*** Provided data ***

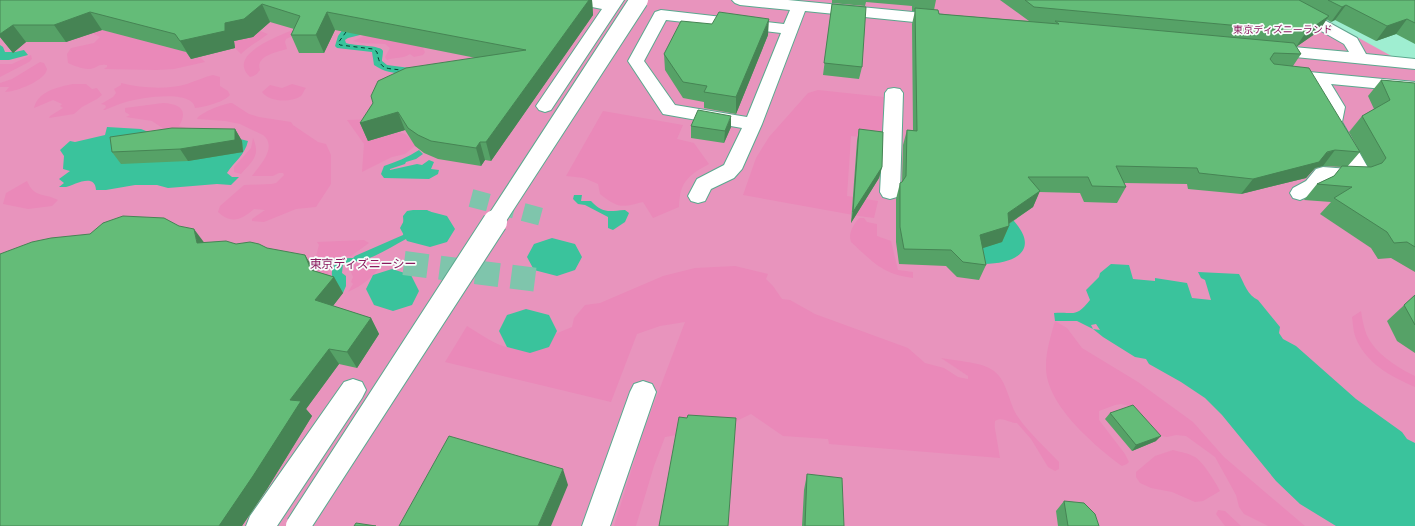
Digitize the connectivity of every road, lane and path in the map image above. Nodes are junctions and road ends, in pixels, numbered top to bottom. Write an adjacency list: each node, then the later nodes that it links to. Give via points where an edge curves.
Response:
1 (577, 0): 5 (lane)
2 (640, 0): 25 (lane, bridge)
3 (747, 0): 6 (lane)
4 (1277, 0): 10 (lane, via 1351,42)
5 (614, 3): 17 (lane)
6 (799, 7): 7 (lane); 8 (lane)
7 (957, 22)
8 (789, 29): 18 (lane); 18 (lane, via 661,15 636,61 669,110)
9 (1260, 49): 10 (lane)
10 (1357, 58): 11 (lane); 14 (lane)
11 (1415, 64)
12 (1291, 75): 13 (lane)
13 (1319, 78): 14 (lane); 20 (lane, via 1336,107 1333,122 1361,173 1354,176 1323,174 1313,186)
14 (1370, 83): 15 (lane)
15 (1415, 87)
16 (894, 93): 19 (lane)
17 (545, 106)
18 (753, 124): 21 (lane, via 732,169 704,182)
19 (890, 192)
20 (1300, 194)
21 (698, 196)
22 (353, 390): 24 (lane)
23 (642, 392): 26 (lane)
24 (260, 526)
25 (298, 526)
26 (596, 526)

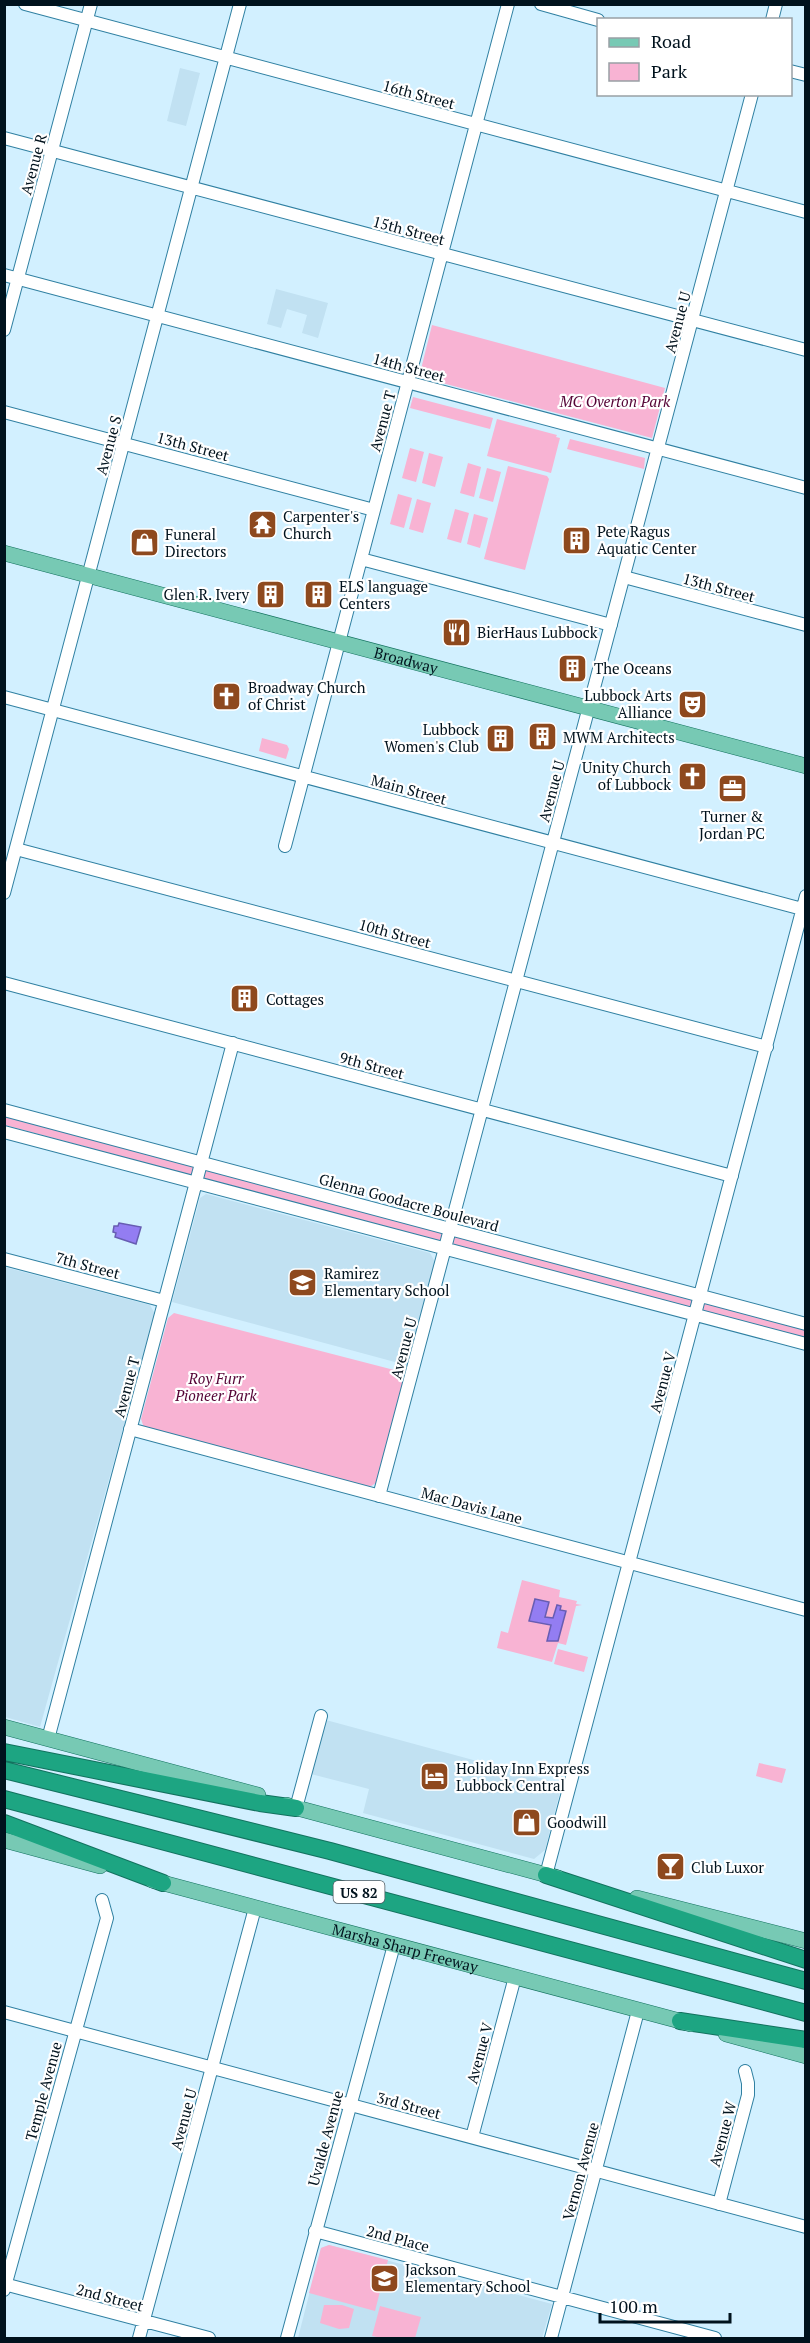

*** End of Provided data ***

Could you set down the data exactly as given, minus its pictures?

**Response box**
Digitize the connectivity of every road, lane and path in the map image above. Nodes are junctions and road ends, in pixels, numbered top to bottom. Write an adjacency list: each node, then the later nodes that it links to. Give via points where an edge curves.
Response:
1 (577, 0): 5 (lane)
2 (640, 0): 25 (lane, bridge)
3 (747, 0): 6 (lane)
4 (1277, 0): 10 (lane, via 1351,42)
5 (614, 3): 17 (lane)
6 (799, 7): 7 (lane); 8 (lane)
7 (957, 22)
8 (789, 29): 18 (lane); 18 (lane, via 661,15 636,61 669,110)
9 (1260, 49): 10 (lane)
10 (1357, 58): 11 (lane); 14 (lane)
11 (1415, 64)
12 (1291, 75): 13 (lane)
13 (1319, 78): 14 (lane); 20 (lane, via 1336,107 1333,122 1361,173 1354,176 1323,174 1313,186)
14 (1370, 83): 15 (lane)
15 (1415, 87)
16 (894, 93): 19 (lane)
17 (545, 106)
18 (753, 124): 21 (lane, via 732,169 704,182)
19 (890, 192)
20 (1300, 194)
21 (698, 196)
22 (353, 390): 24 (lane)
23 (642, 392): 26 (lane)
24 (260, 526)
25 (298, 526)
26 (596, 526)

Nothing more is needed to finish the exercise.